Directions:
The full set of records below is to be reproduced without a single alteration.

[Saved entries]
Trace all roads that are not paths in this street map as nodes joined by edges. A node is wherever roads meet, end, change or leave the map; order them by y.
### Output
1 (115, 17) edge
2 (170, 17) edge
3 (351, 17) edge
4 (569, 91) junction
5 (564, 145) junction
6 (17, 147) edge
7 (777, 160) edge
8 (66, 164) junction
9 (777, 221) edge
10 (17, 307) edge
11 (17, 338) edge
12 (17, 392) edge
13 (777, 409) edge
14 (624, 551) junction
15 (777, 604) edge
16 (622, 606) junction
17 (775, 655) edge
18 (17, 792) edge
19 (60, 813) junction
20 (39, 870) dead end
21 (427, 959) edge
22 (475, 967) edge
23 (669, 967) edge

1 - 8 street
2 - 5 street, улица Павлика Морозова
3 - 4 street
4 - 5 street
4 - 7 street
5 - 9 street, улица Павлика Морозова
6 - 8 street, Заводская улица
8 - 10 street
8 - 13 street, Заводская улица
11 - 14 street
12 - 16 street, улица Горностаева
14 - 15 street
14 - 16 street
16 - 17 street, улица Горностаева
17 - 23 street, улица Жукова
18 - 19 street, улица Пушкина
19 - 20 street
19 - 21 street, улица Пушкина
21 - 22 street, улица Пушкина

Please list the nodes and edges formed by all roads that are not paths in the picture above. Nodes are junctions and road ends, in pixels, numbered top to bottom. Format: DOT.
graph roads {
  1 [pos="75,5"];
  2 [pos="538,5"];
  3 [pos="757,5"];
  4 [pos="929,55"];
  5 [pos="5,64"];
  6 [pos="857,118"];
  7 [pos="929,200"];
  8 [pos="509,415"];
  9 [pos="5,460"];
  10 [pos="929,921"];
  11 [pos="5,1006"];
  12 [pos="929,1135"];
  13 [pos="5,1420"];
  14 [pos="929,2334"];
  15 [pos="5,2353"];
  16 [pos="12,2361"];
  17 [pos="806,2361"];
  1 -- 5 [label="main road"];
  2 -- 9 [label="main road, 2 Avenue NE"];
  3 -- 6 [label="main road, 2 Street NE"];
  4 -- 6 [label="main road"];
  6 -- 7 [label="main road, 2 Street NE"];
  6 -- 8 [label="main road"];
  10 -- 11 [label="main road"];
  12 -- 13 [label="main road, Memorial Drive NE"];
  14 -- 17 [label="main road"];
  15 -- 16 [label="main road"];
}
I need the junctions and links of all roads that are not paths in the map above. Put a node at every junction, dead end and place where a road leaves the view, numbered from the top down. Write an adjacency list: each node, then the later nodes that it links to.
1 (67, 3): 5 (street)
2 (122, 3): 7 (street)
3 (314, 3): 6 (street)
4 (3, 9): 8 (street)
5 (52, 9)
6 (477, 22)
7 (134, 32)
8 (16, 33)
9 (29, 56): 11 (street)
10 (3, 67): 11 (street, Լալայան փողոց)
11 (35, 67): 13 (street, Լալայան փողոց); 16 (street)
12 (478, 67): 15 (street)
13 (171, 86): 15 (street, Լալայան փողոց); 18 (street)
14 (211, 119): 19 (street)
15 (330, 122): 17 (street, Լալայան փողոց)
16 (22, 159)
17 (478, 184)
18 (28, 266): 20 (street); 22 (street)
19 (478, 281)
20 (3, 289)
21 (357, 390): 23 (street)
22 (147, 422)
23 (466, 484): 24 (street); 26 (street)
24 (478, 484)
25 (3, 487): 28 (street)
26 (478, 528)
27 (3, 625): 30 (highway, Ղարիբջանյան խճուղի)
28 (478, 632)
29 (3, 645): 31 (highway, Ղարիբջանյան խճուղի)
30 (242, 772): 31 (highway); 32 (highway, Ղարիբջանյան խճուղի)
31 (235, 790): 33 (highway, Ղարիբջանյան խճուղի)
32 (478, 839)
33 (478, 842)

Completed exercise:
Trace all roads that are not paths in this street map as nodes joined by edges. A node is wherever roads meet, end, change or leave the map; order them by y.
### Output
1 (115, 17) edge
2 (170, 17) edge
3 (351, 17) edge
4 (569, 91) junction
5 (564, 145) junction
6 (17, 147) edge
7 (777, 160) edge
8 (66, 164) junction
9 (777, 221) edge
10 (17, 307) edge
11 (17, 338) edge
12 (17, 392) edge
13 (777, 409) edge
14 (624, 551) junction
15 (777, 604) edge
16 (622, 606) junction
17 (775, 655) edge
18 (17, 792) edge
19 (60, 813) junction
20 (39, 870) dead end
21 (427, 959) edge
22 (475, 967) edge
23 (669, 967) edge

1 - 8 street
2 - 5 street, улица Павлика Морозова
3 - 4 street
4 - 5 street
4 - 7 street
5 - 9 street, улица Павлика Морозова
6 - 8 street, Заводская улица
8 - 10 street
8 - 13 street, Заводская улица
11 - 14 street
12 - 16 street, улица Горностаева
14 - 15 street
14 - 16 street
16 - 17 street, улица Горностаева
17 - 23 street, улица Жукова
18 - 19 street, улица Пушкина
19 - 20 street
19 - 21 street, улица Пушкина
21 - 22 street, улица Пушкина

Please list the nodes and edges formed by all roads that are not paths in the picture above. Nodes are junctions and road ends, in pixels, numbered top to bottom. Format: DOT.
graph roads {
  1 [pos="75,5"];
  2 [pos="538,5"];
  3 [pos="757,5"];
  4 [pos="929,55"];
  5 [pos="5,64"];
  6 [pos="857,118"];
  7 [pos="929,200"];
  8 [pos="509,415"];
  9 [pos="5,460"];
  10 [pos="929,921"];
  11 [pos="5,1006"];
  12 [pos="929,1135"];
  13 [pos="5,1420"];
  14 [pos="929,2334"];
  15 [pos="5,2353"];
  16 [pos="12,2361"];
  17 [pos="806,2361"];
  1 -- 5 [label="main road"];
  2 -- 9 [label="main road, 2 Avenue NE"];
  3 -- 6 [label="main road, 2 Street NE"];
  4 -- 6 [label="main road"];
  6 -- 7 [label="main road, 2 Street NE"];
  6 -- 8 [label="main road"];
  10 -- 11 [label="main road"];
  12 -- 13 [label="main road, Memorial Drive NE"];
  14 -- 17 [label="main road"];
  15 -- 16 [label="main road"];
}
I need the junctions and links of all roads that are not paths in the map above. Put a node at every junction, dead end and place where a road leaves the view, numbered from the top down. Write an adjacency list: each node, then the later nodes that it links to.
1 (67, 3): 5 (street)
2 (122, 3): 7 (street)
3 (314, 3): 6 (street)
4 (3, 9): 8 (street)
5 (52, 9)
6 (477, 22)
7 (134, 32)
8 (16, 33)
9 (29, 56): 11 (street)
10 (3, 67): 11 (street, Լալայան փողոց)
11 (35, 67): 13 (street, Լալայան փողոց); 16 (street)
12 (478, 67): 15 (street)
13 (171, 86): 15 (street, Լալայան փողոց); 18 (street)
14 (211, 119): 19 (street)
15 (330, 122): 17 (street, Լալայան փողոց)
16 (22, 159)
17 (478, 184)
18 (28, 266): 20 (street); 22 (street)
19 (478, 281)
20 (3, 289)
21 (357, 390): 23 (street)
22 (147, 422)
23 (466, 484): 24 (street); 26 (street)
24 (478, 484)
25 (3, 487): 28 (street)
26 (478, 528)
27 (3, 625): 30 (highway, Ղարիբջանյան խճուղի)
28 (478, 632)
29 (3, 645): 31 (highway, Ղարիբջանյան խճուղի)
30 (242, 772): 31 (highway); 32 (highway, Ղարիբջանյան խճուղի)
31 (235, 790): 33 (highway, Ղարիբջանյան խճուղի)
32 (478, 839)
33 (478, 842)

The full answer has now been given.